(EXERCISE DETAILS) If a line includes "leaves", copy it out of the entries.

Top of INPUT FOR THIS TASK

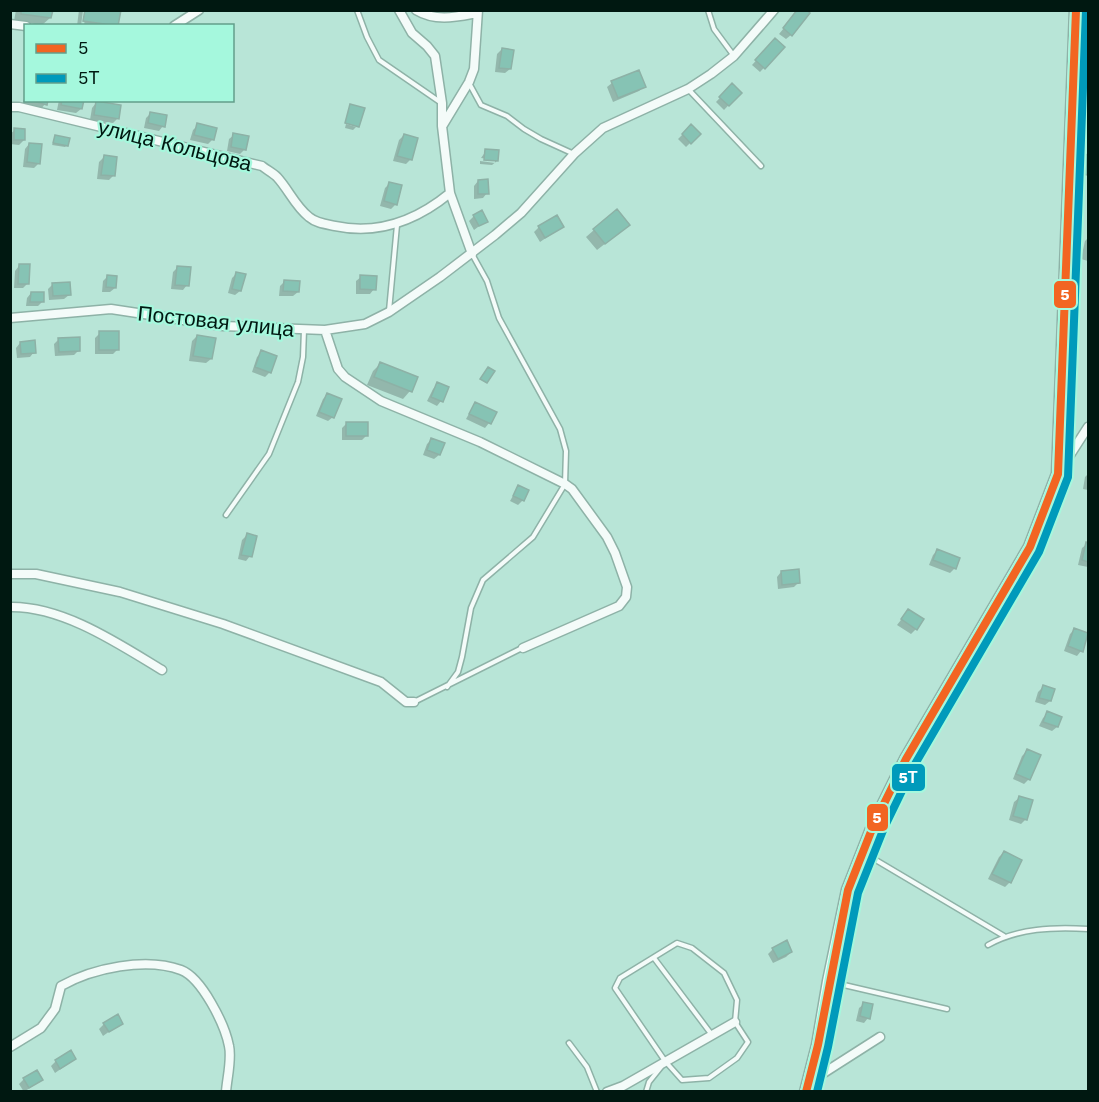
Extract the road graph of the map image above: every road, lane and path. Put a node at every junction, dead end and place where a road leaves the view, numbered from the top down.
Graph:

Bottom of INPUT FOR THIS TASK
Top of INPUT FOR THIS TASK

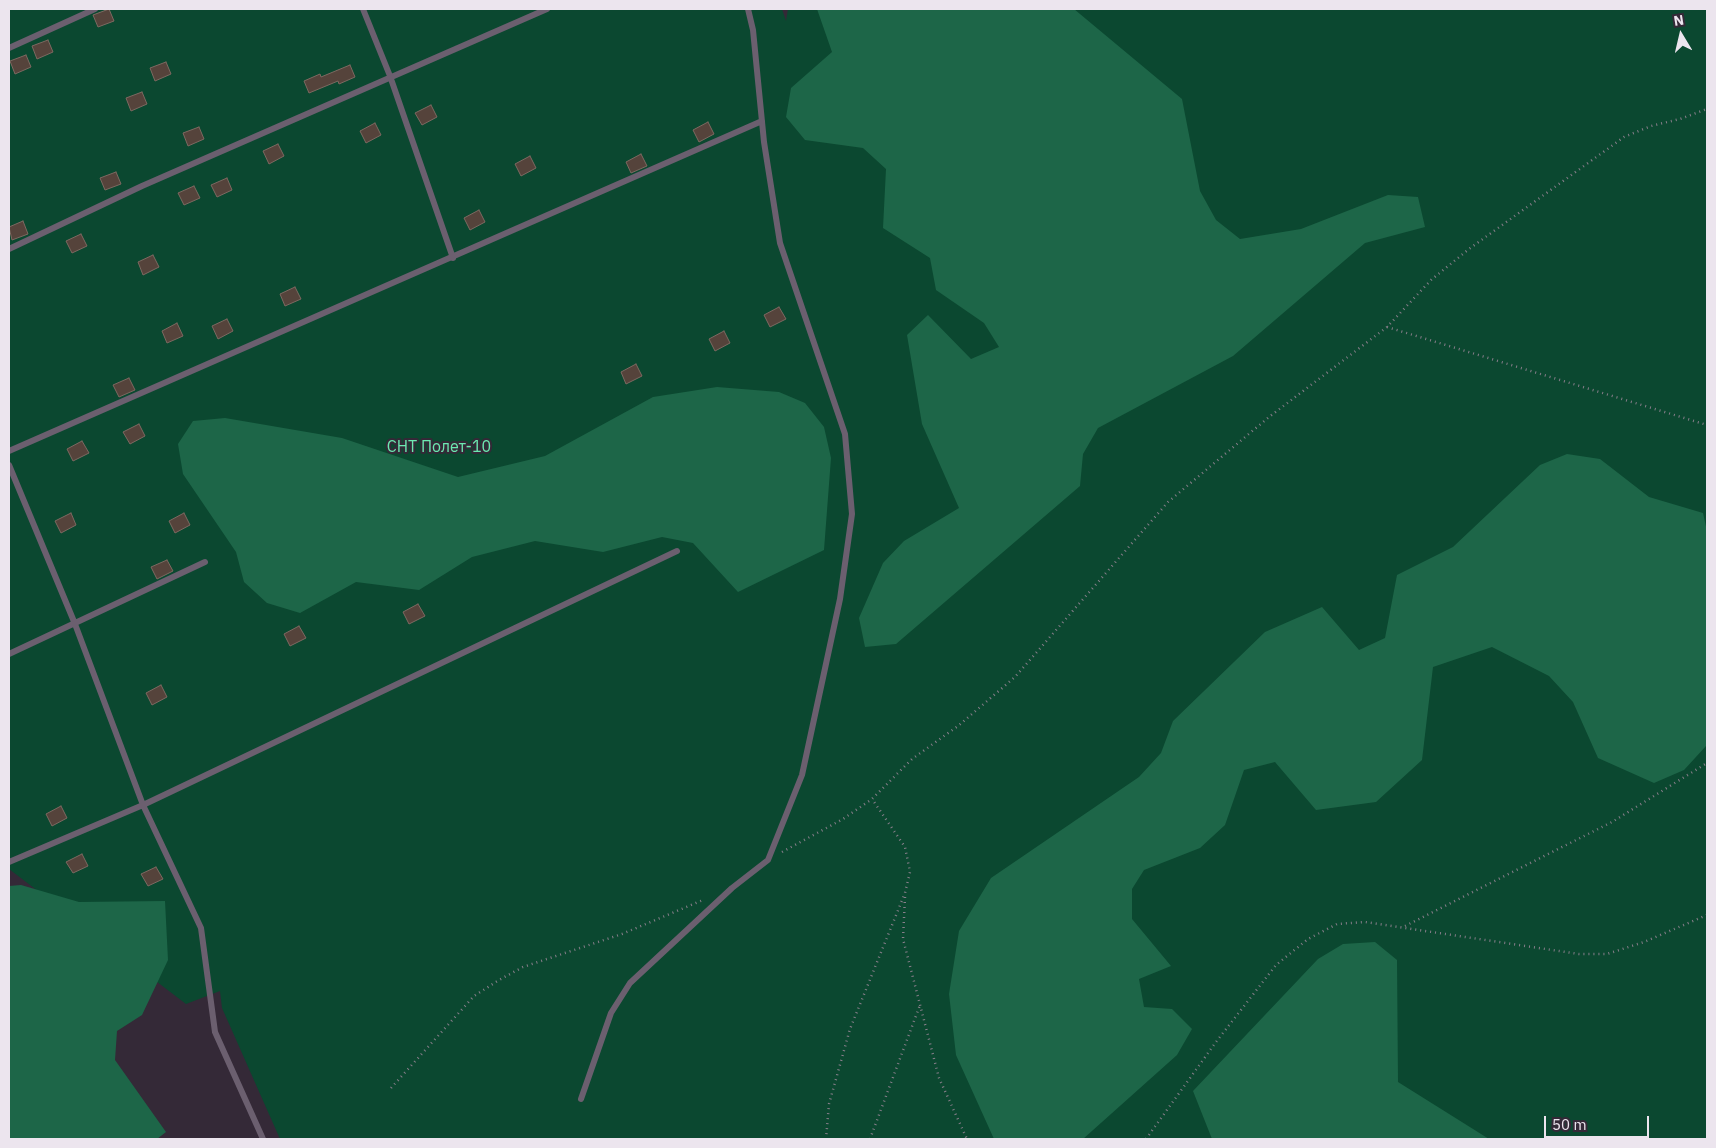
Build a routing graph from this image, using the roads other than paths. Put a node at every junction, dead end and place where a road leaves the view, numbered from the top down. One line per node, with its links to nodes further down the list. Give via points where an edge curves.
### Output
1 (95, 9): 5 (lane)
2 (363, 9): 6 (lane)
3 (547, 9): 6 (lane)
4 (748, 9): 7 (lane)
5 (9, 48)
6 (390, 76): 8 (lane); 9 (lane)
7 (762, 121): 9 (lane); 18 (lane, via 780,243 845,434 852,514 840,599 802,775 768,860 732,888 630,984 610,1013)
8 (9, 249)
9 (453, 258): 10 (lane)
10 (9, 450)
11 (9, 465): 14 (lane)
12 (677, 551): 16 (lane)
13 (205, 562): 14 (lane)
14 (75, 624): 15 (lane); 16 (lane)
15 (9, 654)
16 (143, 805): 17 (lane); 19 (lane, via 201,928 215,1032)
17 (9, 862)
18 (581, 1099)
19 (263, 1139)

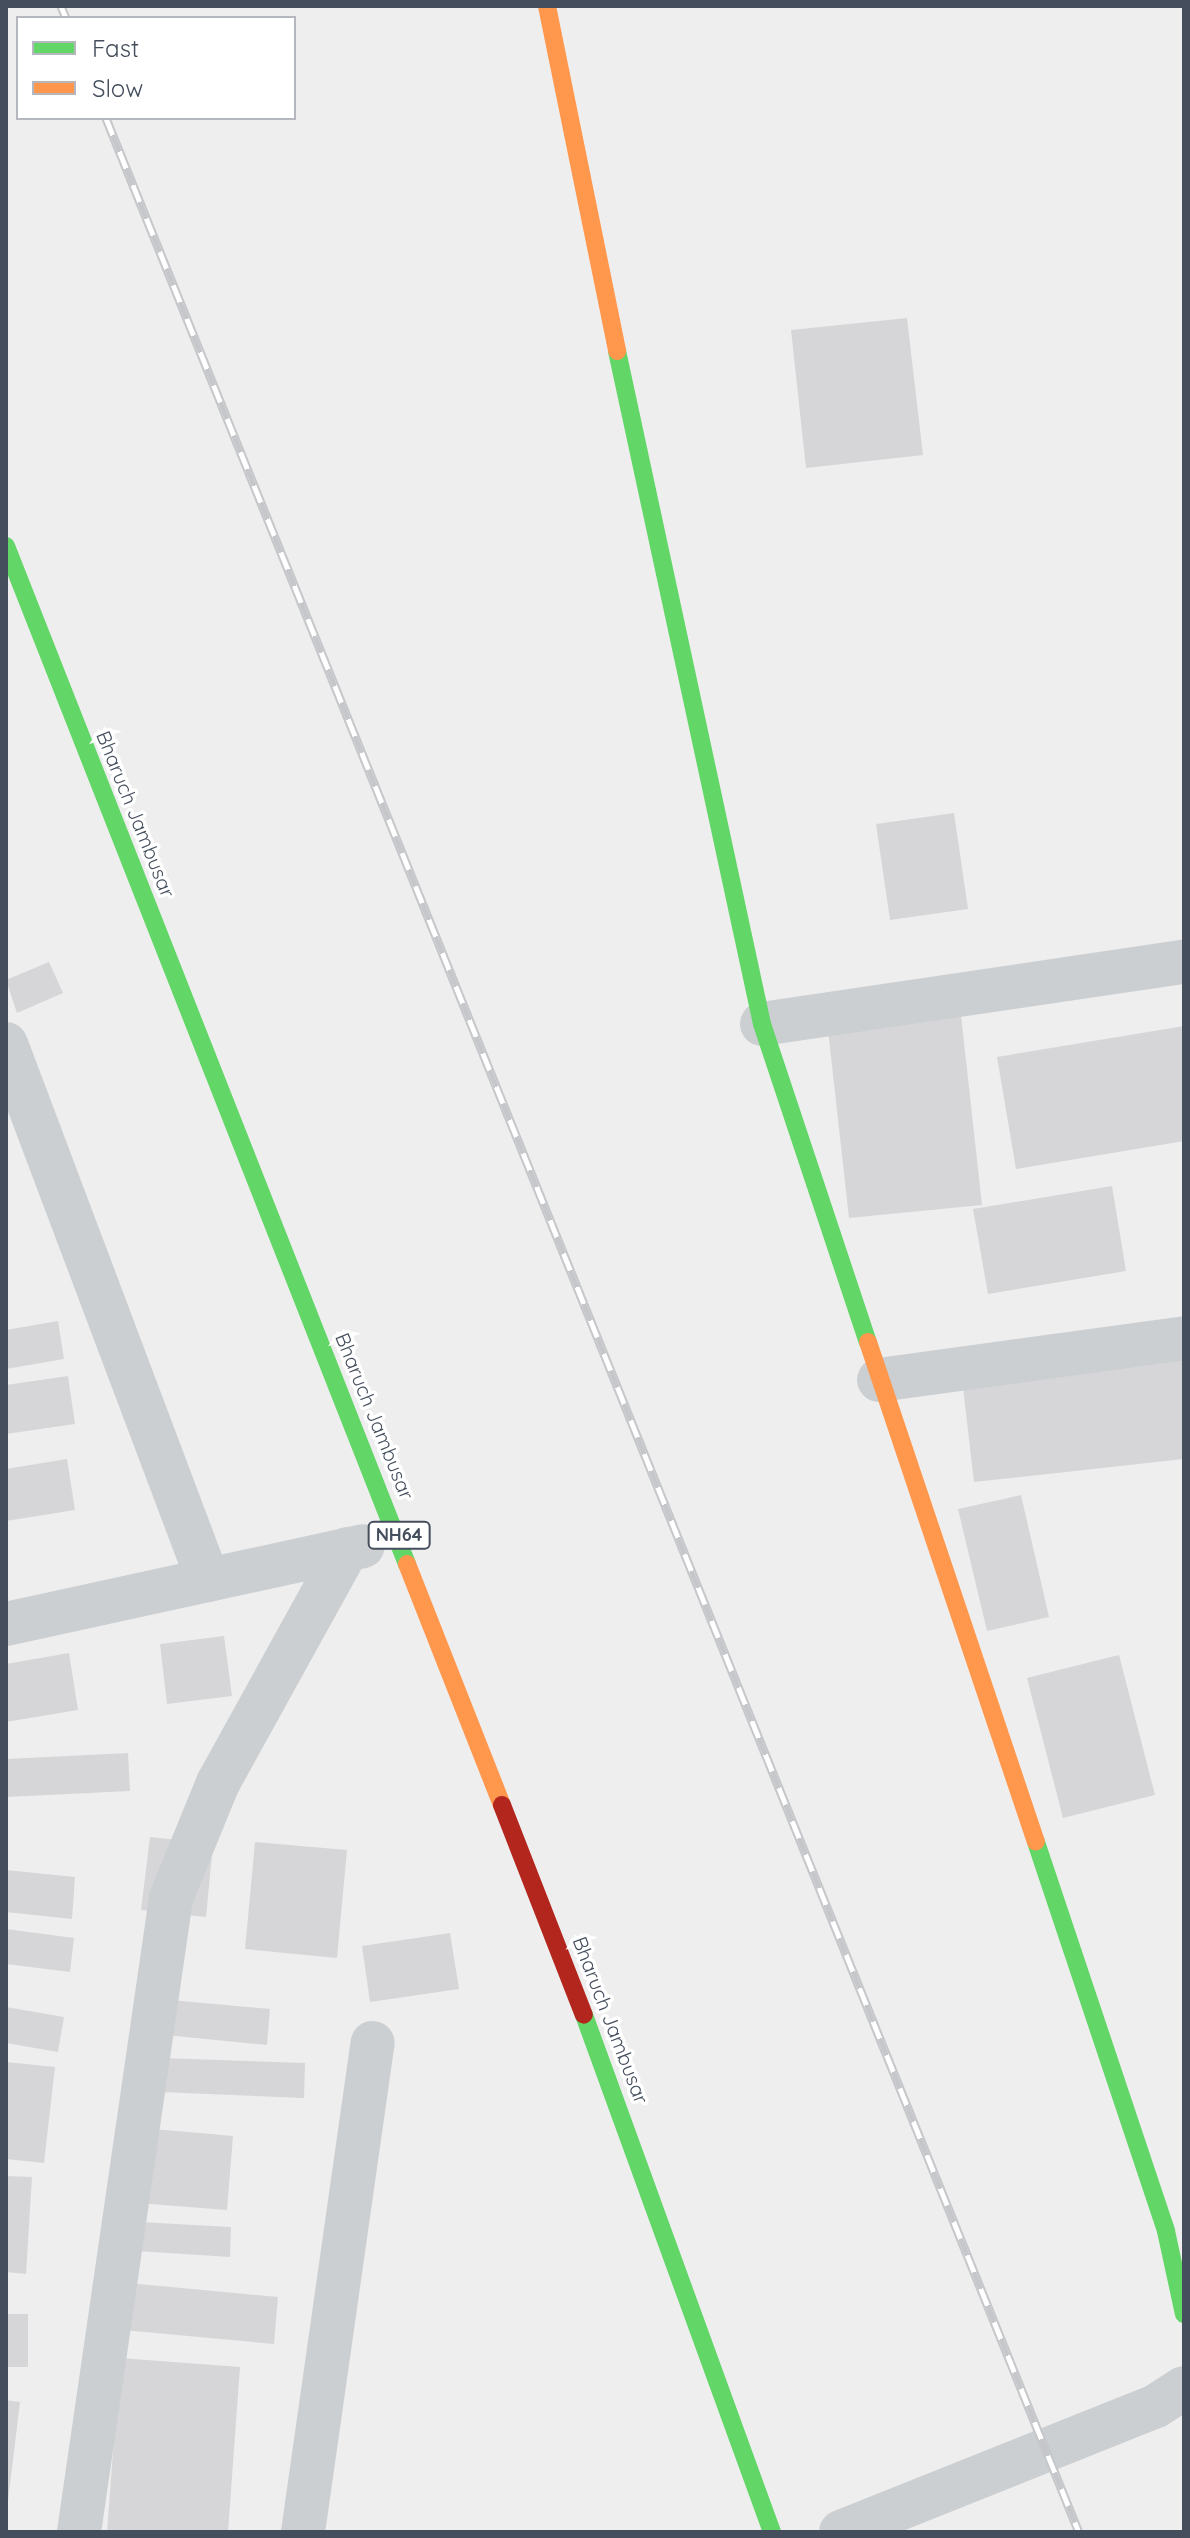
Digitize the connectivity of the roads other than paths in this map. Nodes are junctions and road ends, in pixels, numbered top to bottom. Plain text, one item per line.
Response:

Bottom of INPUT FOR THIS TASK
Top of INPUT FOR THIS TASK

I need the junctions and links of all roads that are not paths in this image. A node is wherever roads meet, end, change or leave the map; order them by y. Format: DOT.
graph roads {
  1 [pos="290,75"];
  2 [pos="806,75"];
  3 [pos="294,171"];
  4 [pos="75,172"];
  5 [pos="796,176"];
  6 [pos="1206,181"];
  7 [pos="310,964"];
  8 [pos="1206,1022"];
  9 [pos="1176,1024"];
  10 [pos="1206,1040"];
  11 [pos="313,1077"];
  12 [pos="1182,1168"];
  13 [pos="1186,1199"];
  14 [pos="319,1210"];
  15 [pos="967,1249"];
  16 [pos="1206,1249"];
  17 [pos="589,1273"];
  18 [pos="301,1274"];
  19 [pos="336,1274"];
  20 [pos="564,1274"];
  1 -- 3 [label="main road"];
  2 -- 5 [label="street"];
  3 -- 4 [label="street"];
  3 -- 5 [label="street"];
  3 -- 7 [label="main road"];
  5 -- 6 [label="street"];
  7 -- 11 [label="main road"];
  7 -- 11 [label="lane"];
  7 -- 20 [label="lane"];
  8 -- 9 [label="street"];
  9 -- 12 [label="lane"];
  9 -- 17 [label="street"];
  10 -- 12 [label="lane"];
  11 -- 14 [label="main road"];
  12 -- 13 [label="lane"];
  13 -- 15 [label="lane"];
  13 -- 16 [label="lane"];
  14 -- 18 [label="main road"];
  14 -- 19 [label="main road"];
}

Bottom of INPUT FOR THIS TASK

(SOLUTION FOR THIS EXERCISE)
Extract the road graph of the map image above: every road, lane and path. Put a node at every junction, dead end and place where a road leaves the view, numbered from the top down.
Build a routing graph from this image, using the roads other than paths. Put a node at every junction, dead end and place where a road leaves the view, numbered from the top down. One line per node, with its links to nodes further down the list. Give via points where an edge curves.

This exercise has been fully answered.